His first assignment was to relieve Jacques Ferrand's 20,000-man garrison of Maubeuge which was besieged by an Austrian-Dutch army commanded by Prince Josias of Coburg. The Committee of Public Safety felt that this mission was so important that it dispatched Lazare Carnot to oversee the operation. Jourdan defeated Coburg on 15–16 October at the Battle of Wattignies and broke the siege. Carnot claimed that it was his own intervention that won the victory. Historian Michael Glover writes that the first day's attack was a failure because of Carnot's interference, while the second day's success resulted from Jourdan using his own tactical judgment. In any case, only Carnot's account reached Paris.[3]
On 10 January 1794, after refusing to carry out an impossible order, Jourdan was hauled before the Committee of Public Safety. Carnot presented Jourdan's arrest warrant, which was signed by Maximilien de Robespierre, Bertrand Barère, and Jean-Marie Collot d'Herbois. Jourdan was saved from certain execution when an eyewitness, Representative-on-mission Ernest Joseph Duquesnoy rose and contradicted Carnot's version of events at Wattignies. Spared from arrest, Jourdan was nevertheless dismissed from the army and sent home.[4]
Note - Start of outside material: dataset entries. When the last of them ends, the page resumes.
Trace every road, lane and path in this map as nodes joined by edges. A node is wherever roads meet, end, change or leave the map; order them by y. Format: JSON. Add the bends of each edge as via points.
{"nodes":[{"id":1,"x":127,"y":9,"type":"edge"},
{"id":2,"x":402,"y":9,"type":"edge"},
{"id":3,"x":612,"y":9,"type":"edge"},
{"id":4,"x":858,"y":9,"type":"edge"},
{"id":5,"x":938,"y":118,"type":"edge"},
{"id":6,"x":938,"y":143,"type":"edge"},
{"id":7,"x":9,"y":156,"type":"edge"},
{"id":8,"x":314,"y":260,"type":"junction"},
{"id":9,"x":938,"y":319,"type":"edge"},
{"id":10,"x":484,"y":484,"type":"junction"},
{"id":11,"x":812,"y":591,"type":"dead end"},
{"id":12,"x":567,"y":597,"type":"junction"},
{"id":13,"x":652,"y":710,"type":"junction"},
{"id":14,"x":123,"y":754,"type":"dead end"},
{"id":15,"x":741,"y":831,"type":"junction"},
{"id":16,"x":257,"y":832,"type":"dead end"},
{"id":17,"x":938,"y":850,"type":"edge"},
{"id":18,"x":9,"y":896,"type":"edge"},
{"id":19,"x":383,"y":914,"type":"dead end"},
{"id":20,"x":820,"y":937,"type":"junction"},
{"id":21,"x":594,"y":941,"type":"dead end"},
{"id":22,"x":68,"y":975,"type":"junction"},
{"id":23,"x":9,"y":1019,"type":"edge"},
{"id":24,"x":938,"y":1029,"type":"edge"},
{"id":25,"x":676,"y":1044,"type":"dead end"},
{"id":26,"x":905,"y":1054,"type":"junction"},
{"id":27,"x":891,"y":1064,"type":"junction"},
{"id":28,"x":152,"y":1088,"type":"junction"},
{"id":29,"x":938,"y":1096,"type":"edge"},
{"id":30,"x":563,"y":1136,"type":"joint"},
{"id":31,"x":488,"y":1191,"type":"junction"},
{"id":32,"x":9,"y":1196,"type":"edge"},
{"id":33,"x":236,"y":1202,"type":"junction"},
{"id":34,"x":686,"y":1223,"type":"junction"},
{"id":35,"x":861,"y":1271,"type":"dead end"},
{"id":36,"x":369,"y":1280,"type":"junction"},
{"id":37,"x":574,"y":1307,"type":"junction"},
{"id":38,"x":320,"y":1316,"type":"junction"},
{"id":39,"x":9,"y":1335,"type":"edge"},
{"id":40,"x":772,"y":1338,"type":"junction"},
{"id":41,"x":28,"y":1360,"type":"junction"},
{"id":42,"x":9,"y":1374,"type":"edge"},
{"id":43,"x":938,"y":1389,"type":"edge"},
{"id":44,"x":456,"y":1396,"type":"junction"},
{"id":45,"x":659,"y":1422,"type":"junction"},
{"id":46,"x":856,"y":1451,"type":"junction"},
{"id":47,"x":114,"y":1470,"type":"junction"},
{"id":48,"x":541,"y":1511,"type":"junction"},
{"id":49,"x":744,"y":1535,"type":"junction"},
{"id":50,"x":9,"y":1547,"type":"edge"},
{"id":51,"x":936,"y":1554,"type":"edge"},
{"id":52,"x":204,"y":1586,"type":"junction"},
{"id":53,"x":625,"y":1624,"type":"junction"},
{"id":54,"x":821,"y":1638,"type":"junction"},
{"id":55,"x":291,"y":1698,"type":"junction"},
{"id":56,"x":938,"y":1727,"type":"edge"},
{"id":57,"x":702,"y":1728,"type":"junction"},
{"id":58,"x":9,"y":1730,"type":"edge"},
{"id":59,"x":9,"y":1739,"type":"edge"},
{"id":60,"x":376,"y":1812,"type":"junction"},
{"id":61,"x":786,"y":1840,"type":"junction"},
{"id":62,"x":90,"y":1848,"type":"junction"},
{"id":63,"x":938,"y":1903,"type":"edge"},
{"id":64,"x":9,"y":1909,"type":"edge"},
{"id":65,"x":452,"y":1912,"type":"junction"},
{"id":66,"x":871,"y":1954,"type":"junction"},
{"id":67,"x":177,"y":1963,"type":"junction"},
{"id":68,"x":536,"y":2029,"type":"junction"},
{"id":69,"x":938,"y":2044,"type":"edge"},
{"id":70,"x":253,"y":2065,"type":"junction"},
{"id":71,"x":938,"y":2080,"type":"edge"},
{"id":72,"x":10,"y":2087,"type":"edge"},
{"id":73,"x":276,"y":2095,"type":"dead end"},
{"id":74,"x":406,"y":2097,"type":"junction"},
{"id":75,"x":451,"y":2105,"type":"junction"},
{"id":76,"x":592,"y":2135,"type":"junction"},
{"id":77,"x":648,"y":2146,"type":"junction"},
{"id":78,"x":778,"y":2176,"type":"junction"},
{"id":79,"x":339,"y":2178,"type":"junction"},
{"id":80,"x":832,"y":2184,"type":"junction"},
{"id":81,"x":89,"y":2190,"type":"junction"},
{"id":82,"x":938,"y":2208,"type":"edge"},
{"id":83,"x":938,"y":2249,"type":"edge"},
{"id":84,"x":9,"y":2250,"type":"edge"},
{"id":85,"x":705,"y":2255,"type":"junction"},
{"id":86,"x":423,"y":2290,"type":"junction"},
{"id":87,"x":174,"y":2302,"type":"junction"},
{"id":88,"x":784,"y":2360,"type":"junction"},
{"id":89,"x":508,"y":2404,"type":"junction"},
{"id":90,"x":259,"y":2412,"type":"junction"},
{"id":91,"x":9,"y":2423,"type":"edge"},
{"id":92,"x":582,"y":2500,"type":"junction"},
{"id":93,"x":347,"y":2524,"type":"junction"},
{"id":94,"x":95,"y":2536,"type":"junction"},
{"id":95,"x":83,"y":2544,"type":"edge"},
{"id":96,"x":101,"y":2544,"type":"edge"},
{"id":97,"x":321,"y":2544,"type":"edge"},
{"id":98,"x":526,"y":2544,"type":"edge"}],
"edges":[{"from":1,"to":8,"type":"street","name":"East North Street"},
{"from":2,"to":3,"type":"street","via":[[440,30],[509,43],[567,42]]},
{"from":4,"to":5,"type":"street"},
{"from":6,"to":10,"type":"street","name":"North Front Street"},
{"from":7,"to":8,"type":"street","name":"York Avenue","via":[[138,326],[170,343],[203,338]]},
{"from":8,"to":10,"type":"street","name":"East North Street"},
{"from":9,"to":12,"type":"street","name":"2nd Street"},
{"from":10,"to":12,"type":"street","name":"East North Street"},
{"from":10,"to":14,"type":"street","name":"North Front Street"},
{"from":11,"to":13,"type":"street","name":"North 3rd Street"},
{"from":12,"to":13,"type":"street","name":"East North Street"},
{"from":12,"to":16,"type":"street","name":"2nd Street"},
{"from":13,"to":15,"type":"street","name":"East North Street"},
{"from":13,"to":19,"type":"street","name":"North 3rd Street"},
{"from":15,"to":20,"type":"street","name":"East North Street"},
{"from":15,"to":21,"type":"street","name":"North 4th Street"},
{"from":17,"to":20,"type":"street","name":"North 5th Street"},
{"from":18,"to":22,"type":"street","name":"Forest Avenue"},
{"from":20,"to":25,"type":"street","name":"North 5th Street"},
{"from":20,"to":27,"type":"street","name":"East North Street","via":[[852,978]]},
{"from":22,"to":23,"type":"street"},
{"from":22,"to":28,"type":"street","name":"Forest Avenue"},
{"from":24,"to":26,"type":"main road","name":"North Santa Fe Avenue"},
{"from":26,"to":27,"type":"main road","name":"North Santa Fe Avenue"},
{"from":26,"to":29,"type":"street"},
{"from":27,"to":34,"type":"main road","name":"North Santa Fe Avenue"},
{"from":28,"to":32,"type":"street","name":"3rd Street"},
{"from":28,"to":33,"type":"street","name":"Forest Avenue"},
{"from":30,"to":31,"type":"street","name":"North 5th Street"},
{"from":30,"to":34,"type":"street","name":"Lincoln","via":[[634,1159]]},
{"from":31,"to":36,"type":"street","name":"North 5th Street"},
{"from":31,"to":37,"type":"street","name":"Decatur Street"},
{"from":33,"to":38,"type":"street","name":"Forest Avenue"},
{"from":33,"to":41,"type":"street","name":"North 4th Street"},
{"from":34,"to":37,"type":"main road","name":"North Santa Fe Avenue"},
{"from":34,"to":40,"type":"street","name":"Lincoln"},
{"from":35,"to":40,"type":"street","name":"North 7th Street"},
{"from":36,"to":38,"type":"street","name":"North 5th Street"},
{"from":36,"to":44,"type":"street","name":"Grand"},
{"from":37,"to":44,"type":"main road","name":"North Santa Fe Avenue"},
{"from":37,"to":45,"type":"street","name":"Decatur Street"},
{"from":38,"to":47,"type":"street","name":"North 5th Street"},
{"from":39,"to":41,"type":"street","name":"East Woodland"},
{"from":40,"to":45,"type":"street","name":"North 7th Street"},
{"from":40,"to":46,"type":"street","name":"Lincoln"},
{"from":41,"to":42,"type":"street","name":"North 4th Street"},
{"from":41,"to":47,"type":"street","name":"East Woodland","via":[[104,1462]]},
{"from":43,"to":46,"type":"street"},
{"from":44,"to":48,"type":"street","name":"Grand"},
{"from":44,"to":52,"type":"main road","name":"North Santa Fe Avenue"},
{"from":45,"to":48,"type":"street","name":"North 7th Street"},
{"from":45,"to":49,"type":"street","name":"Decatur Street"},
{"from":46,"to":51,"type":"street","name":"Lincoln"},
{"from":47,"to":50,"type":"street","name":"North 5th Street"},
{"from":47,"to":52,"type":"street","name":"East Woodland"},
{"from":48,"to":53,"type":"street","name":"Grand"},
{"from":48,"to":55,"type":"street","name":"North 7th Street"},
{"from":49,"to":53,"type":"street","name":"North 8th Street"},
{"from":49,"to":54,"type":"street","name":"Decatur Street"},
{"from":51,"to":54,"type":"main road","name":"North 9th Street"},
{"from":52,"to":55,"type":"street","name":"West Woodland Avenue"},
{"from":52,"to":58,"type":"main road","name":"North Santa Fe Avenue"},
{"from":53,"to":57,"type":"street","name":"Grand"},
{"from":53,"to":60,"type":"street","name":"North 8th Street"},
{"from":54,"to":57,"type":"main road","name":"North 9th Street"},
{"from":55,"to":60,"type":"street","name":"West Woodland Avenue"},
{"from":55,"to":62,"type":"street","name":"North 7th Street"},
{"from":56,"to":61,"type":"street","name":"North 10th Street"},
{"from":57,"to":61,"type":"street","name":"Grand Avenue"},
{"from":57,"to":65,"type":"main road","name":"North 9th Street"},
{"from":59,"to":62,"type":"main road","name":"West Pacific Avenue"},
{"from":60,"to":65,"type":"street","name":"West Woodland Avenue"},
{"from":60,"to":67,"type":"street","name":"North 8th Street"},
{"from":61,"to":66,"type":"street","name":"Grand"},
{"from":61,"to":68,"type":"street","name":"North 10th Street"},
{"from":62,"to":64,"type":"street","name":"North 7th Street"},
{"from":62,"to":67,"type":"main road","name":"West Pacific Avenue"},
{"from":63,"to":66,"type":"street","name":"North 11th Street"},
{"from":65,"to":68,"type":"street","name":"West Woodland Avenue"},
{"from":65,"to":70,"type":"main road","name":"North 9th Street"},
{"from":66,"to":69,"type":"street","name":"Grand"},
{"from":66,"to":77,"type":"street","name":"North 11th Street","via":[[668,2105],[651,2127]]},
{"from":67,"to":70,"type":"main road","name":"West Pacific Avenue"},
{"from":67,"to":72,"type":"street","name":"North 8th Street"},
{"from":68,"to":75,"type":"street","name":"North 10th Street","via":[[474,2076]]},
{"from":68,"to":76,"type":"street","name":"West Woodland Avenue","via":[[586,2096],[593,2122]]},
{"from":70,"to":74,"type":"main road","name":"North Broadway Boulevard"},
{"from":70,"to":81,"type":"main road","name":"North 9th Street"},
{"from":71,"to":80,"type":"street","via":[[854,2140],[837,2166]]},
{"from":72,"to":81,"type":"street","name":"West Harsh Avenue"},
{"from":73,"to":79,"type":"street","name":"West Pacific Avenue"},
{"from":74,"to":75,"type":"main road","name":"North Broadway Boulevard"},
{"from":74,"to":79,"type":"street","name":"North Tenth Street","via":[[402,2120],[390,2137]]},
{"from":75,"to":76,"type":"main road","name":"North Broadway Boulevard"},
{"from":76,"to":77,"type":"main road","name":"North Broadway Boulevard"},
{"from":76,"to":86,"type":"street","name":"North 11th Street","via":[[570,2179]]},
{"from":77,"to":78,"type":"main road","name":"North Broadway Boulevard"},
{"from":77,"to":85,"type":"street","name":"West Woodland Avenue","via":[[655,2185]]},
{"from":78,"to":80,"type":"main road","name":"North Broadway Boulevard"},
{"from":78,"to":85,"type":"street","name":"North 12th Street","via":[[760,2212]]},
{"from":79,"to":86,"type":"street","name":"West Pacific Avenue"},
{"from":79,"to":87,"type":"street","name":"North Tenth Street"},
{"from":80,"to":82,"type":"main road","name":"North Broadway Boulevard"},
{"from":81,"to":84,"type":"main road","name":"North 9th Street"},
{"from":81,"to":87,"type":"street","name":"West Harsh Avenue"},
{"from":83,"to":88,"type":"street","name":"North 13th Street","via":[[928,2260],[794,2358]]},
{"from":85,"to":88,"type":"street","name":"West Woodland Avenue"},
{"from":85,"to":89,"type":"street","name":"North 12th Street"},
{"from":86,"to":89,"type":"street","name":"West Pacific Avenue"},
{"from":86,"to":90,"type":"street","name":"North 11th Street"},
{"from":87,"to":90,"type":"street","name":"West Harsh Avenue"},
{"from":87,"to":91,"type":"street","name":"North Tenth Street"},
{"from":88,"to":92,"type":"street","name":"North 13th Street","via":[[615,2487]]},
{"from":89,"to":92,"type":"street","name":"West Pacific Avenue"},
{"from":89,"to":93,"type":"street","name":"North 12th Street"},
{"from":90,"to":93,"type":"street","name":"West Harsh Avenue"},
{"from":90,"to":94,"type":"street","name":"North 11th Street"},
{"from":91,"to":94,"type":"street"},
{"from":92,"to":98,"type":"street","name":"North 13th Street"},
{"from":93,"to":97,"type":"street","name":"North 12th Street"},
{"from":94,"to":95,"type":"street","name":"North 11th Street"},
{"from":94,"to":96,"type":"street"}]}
The government soon recalled Jourdan to lead the Army of the Moselle. In May, he was ordered north with the left wing of the Army of the Moselle. This force was combined with the Army of the Ardennes and the right wing of the Army of the North to form an army which did not officially become the Army of Sambre-et-Meuse until 29 June 1794. With 70,000 soldiers of the new army, Jourdan laid siege to Charleroi on 12 June. An 41,000-man Austrian-Dutch army under William V, Prince of Orange defeated the French at the Battle of Lambusart on 16 June and drove them south of the Sambre River. Casualties numbered 3,000 for each army.[5] Undeterred, Jourdan immediately marched on Namur to the east-northeast of Charleroi. Instead of attacking Namur, he suddenly swung west and appeared to the north of Charleroi. After a brief siege, the 3,000-man Austrian garrison of Charleroi surrendered on 25 June.[6] Military strategist B. H. Liddell Hart cited Jourdan's maneuver as an example of the Indirect approach, even though it was probably inadvertent on the French general's part.[7] Too late to save Charlerloi, Coburg's 46,000-strong army attacked Jourdan's 75,000 French on 26 June. The Battle of Fleurus proved to be a strategic French victory when Coburg called off his attacks and retreated.[8] During the action, the Allied attacks pushed back both French flanks, but Jourdan stubbornly fought it out and was saved when François Joseph Lefebvre's division held its ground in the center.[9]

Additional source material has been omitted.